Overall, Intel doesn’t see virtual world events as a full replacement for real world activities as much as an additional tool for communication, collaboration, and community building. They believe that mixing and matching real world meetings and conferences with virtual world events can keep Intel employees, partners, and vendors connected at a fraction of the cost and give them a chance to learn and work together.

“We provided a cutting edge conference while keeping costs down,” said Samuel Jones. “The forward-thinking mentality was appreciated across the board.”

“We anticipate one conference a year will be virtual moving forward. We will continue to evaluate Second Life and virtual trade shows and other technologies to deliver the best user experience,” said Elaine Cook. “Despite the keynotes being very patchy/jumpy and network connectivity issues, many people commented on how they would like to see more conferences happening this way in future, that it was a brave attempt, good fun, and that we should keep trying to get this better in the future.”

“We anticipate one conference a year will be virtual moving forward.”
– Elaine Cook, Intel Events Manger

About Rivers Run Red and Immersive Workspaces™

Immersive Workspaces™ is a premium collaboration solution, enabling enterprises to communicate and collaborate in a rich, 3D environment. Developed exclusively for the Second Life Grid™ platform and private networks. The Immersive Workspaces solution harnesses the potential of virtual worlds and seamlessly incorporates a 2D web ‘nerve centre’ of tools and functionality designed to create accountability, ease of use, reporting and feedback. Rivers Run Red was founded in direct response to the ever-changing ways content is consumed and distributed both by consumers and enterprises alike.

In addition, it is the goal of our company to address the significant impact of travel, from monetary costs all the way to global ecological costs. Our business creates solutions harnessing virtual world technology that most closely replicate the experience of “being there.” Using our solutions, enterprises significantly reduce their corporate carbon footprint, encouraging employees to use 3D immersive spaces for meetings and group work as an extension of their ‘real’ office space. Furthermore, in a world where work/ life balance matters more than ever, our solutions allow tele-workers, particularly working parents, to reduce and/or eliminate commutes while still being counted as essential members of their corporate teams.

In October 2008, Rivers Run Red and Linden Lab signed an exclusive marketing agreement to develop the Immersive Workspaces solution for the Linden Lab products and services. Rivers Run Red have in the last 12 months, won 3 Webby Awards and been named BT Entrepreneur of the Year for their work in virtual collaboration environments.

Rivers Run Red is a registered UK company and licensed to trade in California, USA as Rivers Run Red, Inc. Rivers Run Red™ and Immersive Workspaces™ are registered trademarks of Rivers Run Red, Inc.

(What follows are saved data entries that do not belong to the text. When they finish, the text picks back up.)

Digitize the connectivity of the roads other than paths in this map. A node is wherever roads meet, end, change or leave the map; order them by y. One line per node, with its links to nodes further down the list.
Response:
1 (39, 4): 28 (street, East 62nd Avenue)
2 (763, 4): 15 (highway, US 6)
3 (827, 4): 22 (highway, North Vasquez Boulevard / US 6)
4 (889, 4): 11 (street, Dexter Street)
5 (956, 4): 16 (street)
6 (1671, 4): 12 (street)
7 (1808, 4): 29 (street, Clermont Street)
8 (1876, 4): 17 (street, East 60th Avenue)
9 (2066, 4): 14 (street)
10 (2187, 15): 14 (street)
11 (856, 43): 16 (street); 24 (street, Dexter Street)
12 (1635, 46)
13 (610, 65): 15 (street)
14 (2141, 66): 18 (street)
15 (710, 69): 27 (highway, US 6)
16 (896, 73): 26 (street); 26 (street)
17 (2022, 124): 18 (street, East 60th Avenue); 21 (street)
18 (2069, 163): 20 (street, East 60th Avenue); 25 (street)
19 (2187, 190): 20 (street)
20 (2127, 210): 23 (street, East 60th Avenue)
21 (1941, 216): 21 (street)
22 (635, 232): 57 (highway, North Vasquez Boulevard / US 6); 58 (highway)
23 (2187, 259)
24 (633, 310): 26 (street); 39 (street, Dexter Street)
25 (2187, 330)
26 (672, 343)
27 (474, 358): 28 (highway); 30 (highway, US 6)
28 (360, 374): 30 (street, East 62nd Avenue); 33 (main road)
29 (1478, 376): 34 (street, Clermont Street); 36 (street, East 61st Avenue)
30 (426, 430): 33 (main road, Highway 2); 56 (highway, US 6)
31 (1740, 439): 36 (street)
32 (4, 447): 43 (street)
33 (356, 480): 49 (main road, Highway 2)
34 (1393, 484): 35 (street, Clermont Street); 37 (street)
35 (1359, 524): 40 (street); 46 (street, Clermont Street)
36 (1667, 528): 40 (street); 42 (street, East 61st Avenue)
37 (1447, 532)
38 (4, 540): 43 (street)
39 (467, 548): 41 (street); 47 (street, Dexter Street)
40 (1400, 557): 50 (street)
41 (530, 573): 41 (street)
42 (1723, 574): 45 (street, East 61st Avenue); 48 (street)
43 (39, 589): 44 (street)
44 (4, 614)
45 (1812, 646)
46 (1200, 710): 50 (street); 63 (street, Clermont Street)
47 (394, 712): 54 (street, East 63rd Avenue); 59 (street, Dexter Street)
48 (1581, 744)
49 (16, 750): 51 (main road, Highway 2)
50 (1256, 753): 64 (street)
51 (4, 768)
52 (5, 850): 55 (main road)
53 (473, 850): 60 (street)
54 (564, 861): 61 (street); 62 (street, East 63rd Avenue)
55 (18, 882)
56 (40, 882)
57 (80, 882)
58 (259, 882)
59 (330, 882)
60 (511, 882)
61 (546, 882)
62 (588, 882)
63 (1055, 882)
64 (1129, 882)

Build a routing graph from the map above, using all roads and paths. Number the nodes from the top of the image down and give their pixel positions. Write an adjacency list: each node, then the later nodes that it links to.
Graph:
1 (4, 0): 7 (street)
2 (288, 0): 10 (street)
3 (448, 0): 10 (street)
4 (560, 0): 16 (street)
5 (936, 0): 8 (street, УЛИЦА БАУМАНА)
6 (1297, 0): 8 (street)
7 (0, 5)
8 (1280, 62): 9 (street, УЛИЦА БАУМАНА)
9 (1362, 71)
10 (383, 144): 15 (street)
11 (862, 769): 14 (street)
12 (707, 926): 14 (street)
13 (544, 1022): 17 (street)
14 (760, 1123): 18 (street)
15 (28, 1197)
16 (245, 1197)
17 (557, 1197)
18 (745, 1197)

About Second Life and Linden Lab

Developed and launched by Linden Lab in 2003, Second Life is the world’s leading 3D virtual world environment. It enables its users -- known as Residents -- to create content, interact with others, launch businesses, collaborate and educate. With a thriving inworld economy that saw over US$360 million in user-to-user transactions in 2008, and a broad user base that includes everyone from consumers and educators to medical researchers and large enterprises, Second Life has become one of the largest hubs of user-generated content (UGC) in the world.

Linden Lab, founded in 1999 by current Chairman of the Board Philip Rosedale and headquartered in San Francisco, develops revolutionary, immersive technologies that change the way people communicate, interact, learn and create. Privately held and profitable, Linden Lab is led by CEO Mark Kingdon and has more than 300 employees across the U.S., Europe and Asia.